Zhang et al. [ 57 ] provided a map task scheduler, named next-k-node scheduling (NKS), to achieve the data locality. When a requesting node sends a request, the technique schedules tasks that their input data is stored on that node. In the absence of such tasks, a probability is calculated for each map task, and the ones with higher probability are scheduled. A task has a low probability that its input data is stored on the next k nodes, so the technique reserves these tasks for these nodes.
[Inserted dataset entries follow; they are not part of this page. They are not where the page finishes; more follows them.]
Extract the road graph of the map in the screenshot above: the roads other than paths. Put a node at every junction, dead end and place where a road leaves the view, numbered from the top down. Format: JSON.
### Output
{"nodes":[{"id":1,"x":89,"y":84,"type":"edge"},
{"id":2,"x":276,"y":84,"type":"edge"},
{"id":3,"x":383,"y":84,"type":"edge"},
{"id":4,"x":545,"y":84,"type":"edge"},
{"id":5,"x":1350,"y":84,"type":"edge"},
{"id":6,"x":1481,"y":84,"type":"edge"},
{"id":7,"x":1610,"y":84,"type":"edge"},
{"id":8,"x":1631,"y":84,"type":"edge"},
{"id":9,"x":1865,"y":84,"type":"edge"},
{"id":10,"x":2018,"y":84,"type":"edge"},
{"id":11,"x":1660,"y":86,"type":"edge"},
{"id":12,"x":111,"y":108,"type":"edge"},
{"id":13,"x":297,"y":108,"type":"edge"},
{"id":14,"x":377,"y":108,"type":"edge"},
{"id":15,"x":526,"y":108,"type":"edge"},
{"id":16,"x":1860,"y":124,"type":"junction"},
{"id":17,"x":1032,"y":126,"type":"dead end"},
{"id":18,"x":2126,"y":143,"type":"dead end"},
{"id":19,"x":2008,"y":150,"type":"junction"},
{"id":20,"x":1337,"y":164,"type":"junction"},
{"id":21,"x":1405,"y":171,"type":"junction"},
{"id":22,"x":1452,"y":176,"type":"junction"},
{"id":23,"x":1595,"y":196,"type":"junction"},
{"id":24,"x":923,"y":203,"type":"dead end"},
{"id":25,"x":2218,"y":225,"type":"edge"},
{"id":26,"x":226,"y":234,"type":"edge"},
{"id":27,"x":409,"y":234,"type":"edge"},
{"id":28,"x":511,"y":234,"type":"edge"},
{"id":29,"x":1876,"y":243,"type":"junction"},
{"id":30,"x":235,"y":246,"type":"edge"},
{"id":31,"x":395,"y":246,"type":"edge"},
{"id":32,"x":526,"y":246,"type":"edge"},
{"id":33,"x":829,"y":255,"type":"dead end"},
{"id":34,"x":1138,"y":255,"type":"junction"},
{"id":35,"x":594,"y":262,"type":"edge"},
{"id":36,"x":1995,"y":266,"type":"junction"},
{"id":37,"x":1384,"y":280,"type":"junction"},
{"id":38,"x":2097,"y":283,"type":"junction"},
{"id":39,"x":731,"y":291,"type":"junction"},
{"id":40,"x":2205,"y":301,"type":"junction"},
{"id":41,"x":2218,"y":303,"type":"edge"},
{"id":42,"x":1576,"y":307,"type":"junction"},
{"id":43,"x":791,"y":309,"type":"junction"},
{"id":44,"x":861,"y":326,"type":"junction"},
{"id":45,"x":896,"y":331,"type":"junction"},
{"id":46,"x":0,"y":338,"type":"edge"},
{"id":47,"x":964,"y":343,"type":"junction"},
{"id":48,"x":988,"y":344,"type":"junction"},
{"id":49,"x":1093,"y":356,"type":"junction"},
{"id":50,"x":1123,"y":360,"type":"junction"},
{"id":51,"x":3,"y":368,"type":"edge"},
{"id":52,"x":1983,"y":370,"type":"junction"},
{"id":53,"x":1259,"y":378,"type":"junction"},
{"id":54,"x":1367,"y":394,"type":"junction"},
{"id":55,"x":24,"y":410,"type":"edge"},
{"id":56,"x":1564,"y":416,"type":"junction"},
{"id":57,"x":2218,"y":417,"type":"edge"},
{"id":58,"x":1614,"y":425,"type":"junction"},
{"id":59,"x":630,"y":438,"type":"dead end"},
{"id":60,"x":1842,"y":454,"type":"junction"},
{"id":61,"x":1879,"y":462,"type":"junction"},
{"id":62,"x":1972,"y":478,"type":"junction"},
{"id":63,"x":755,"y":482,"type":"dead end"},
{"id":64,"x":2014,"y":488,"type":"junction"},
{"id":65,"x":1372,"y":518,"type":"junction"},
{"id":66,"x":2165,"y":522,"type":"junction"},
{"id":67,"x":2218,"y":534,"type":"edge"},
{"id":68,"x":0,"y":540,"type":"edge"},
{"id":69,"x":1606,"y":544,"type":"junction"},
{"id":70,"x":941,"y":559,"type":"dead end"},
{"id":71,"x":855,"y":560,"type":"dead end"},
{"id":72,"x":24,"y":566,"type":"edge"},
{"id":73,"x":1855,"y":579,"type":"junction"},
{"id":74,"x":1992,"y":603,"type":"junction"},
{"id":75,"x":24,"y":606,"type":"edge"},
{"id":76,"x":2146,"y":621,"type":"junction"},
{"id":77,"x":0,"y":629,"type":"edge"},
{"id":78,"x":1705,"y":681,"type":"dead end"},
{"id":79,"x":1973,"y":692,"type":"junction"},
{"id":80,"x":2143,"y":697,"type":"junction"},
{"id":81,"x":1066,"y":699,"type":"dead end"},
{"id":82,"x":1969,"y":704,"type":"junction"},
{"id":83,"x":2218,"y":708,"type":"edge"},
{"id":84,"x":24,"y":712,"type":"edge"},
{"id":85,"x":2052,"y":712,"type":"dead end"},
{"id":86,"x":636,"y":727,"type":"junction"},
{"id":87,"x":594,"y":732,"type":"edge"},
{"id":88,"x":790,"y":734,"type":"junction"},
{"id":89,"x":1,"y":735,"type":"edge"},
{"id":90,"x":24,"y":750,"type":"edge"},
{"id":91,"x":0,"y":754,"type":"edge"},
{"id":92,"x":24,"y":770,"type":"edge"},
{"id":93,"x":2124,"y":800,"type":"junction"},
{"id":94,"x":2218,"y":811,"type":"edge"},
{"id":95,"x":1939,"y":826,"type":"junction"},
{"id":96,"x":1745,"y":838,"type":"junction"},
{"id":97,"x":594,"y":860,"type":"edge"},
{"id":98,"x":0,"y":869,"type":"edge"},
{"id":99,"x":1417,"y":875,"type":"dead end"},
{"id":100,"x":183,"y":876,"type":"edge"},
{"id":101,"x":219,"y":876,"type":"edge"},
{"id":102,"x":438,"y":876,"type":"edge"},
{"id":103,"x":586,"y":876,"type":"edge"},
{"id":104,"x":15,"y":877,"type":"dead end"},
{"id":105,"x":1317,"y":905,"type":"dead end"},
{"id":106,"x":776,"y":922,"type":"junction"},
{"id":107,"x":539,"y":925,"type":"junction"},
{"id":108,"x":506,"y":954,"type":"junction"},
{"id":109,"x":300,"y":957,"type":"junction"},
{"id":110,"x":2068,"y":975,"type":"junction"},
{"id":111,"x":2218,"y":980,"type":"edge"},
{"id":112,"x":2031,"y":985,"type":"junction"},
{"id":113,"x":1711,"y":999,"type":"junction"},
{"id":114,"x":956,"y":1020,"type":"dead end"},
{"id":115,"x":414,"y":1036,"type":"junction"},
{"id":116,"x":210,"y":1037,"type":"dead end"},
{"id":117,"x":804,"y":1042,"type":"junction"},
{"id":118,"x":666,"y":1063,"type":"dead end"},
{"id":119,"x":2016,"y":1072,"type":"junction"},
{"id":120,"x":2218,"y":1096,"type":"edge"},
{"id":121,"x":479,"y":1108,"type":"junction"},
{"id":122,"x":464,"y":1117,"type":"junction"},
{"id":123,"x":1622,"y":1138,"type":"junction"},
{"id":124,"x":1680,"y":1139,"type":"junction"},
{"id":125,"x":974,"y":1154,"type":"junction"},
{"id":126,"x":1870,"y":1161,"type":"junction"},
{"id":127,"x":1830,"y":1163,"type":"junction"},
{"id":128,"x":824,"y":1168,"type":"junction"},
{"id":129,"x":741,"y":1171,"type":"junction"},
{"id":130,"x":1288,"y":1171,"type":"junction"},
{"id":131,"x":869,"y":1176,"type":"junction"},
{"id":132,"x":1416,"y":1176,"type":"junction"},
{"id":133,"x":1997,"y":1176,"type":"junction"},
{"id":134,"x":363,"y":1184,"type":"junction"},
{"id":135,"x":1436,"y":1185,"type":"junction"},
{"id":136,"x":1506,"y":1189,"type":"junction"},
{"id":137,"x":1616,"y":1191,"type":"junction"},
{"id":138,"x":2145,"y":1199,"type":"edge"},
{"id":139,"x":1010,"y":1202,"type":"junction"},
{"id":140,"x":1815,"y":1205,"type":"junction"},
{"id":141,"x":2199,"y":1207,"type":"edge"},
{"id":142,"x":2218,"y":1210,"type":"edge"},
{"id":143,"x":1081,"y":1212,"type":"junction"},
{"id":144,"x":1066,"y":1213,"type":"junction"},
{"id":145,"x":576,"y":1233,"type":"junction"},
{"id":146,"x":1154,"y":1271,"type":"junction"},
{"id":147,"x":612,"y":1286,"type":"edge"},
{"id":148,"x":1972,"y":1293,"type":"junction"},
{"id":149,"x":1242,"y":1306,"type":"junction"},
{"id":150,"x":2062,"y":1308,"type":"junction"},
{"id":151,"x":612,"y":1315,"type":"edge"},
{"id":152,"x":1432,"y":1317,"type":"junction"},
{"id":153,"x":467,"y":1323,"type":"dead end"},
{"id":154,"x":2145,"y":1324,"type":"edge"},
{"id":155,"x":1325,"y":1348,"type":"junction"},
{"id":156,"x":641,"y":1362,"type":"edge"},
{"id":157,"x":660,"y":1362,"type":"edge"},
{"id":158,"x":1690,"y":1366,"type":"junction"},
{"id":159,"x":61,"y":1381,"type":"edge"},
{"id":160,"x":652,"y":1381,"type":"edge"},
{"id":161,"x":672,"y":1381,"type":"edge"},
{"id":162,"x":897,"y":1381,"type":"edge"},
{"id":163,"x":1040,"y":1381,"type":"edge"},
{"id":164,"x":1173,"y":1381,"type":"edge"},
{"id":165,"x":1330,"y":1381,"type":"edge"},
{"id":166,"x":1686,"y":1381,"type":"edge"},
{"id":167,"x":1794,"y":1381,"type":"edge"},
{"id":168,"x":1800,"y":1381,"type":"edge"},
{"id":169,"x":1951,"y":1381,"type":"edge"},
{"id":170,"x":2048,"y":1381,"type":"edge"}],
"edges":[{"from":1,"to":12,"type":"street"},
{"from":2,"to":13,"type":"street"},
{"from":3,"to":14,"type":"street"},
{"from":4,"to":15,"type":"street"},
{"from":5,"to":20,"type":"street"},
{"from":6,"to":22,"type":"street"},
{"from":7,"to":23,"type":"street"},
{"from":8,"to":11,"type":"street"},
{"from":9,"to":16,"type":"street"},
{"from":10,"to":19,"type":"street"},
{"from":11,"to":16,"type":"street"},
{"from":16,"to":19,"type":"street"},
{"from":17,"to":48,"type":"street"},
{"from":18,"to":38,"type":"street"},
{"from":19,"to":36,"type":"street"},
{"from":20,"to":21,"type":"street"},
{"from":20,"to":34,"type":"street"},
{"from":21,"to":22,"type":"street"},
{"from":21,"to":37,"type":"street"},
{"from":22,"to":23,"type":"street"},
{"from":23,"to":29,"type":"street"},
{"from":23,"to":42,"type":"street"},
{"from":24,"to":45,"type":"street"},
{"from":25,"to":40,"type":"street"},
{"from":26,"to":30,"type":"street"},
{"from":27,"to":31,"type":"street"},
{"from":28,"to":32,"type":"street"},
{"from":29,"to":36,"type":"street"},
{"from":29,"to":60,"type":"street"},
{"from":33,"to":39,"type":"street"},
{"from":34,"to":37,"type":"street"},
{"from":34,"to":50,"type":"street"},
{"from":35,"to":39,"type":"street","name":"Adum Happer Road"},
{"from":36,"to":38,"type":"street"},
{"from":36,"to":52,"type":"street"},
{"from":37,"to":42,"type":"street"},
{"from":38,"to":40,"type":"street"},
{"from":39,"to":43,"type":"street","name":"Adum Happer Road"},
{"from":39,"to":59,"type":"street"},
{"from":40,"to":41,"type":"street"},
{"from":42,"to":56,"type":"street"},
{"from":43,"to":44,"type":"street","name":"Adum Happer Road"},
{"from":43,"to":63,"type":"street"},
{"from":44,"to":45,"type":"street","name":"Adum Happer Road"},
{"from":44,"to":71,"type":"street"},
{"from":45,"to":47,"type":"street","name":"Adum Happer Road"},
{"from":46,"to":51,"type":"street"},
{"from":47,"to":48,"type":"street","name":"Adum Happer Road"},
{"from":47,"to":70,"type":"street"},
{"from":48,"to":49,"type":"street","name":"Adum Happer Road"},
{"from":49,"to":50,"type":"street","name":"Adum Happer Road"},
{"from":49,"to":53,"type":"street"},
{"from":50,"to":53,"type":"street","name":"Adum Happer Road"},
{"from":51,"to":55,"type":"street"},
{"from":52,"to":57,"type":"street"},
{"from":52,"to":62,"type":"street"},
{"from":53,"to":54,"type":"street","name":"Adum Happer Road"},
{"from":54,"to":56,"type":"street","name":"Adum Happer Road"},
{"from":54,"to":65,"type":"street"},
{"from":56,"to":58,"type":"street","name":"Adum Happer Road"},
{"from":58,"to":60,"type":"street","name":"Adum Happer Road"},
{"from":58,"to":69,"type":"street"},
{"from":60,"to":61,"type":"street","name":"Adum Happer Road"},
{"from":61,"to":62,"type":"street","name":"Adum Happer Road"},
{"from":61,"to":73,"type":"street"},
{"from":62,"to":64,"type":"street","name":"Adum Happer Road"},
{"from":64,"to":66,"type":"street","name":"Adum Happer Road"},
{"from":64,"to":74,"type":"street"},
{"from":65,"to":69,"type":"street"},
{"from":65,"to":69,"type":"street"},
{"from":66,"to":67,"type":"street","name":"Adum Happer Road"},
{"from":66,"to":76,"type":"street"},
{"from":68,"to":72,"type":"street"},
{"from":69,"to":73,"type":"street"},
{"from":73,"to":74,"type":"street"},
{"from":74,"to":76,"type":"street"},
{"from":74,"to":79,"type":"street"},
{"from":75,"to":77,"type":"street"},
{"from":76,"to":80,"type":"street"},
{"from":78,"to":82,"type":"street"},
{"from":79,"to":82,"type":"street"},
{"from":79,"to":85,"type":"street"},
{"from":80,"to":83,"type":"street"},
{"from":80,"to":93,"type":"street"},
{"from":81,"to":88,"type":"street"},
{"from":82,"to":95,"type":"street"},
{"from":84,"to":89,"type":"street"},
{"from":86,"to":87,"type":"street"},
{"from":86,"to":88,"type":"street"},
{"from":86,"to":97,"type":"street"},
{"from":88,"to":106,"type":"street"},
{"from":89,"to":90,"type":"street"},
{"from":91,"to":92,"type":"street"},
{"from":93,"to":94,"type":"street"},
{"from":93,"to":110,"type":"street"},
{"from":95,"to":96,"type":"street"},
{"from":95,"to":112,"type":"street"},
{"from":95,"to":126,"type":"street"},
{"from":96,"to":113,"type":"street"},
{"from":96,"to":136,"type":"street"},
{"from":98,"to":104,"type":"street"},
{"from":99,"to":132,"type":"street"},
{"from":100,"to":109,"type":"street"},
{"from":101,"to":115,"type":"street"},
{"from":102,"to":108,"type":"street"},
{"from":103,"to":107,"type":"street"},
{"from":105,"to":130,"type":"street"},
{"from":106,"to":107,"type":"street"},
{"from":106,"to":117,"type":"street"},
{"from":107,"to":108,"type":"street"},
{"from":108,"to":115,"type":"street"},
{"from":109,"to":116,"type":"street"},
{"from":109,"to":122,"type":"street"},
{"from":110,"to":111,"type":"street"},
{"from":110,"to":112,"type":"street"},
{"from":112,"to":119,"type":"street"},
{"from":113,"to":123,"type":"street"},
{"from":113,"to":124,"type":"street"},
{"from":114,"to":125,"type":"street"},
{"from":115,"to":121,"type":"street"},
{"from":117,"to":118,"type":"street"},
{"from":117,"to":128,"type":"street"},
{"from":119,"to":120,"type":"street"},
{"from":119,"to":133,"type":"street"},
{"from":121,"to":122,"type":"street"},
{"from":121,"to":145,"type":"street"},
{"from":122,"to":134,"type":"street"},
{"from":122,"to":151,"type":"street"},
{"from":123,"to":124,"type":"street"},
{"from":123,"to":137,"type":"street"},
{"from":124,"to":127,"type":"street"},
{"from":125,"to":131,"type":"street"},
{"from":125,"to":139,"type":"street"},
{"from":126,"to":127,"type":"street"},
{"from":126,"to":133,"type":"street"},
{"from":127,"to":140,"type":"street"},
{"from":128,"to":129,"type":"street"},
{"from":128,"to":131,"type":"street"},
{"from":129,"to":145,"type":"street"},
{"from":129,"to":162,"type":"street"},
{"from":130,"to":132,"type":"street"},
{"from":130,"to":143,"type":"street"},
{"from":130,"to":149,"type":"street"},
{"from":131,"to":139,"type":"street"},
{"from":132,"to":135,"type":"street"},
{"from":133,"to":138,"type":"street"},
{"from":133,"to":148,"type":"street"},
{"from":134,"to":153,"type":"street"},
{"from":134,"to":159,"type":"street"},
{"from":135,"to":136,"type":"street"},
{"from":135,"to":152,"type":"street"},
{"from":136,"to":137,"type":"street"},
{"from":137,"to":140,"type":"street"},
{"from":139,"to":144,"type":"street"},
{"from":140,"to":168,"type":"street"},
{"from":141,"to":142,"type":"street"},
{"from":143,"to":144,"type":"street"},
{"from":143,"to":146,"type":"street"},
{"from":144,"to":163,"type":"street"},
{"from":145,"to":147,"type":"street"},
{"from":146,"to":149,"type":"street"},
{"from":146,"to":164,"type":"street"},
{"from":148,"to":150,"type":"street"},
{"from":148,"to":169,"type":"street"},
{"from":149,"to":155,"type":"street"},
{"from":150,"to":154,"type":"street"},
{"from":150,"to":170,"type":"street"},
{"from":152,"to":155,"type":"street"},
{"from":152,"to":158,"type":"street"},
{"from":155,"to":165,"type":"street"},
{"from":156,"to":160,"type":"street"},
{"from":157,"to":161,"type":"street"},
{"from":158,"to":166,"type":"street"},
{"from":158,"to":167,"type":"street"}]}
Zaharia et al. [ 58 ] proposed a delay scheduling algorithm to increase the data locality. Upon receiving from a requesting node, if the head-of-line job is unable to launch a local task, the scheduler skips and finds a local task from subsequent jobs. The maximum delay time is set to D. When the scheduler skips a job for an extended period of time (D), the job is allocated to the node with non- local data to avoid starvation [ 91 ]. We investigated and analyzed the data locality-aware schedulers. Table 4 provides a summary of data locality-aware schedulers and their main properties. The analysis table includes references, key ideas, advantages and disadvantages, comparison algorithms, and evaluation techniques.

Cost-aware schedulers

In big data platforms, data centers store a huge amount of data. Processing this data requires thousands of nodes in Hadoop clusters. Such large clusters consume enormous amounts of power and increase the cost of data centers. Therefore, we face a big challenge in minimizing cost in MapReduce clusters [ 31 ]. In this section, we survey and review several important cost-aware schedulers that reduce the cost of MapReduce systems. Finally, the reviewed schedulers are compared and summarized.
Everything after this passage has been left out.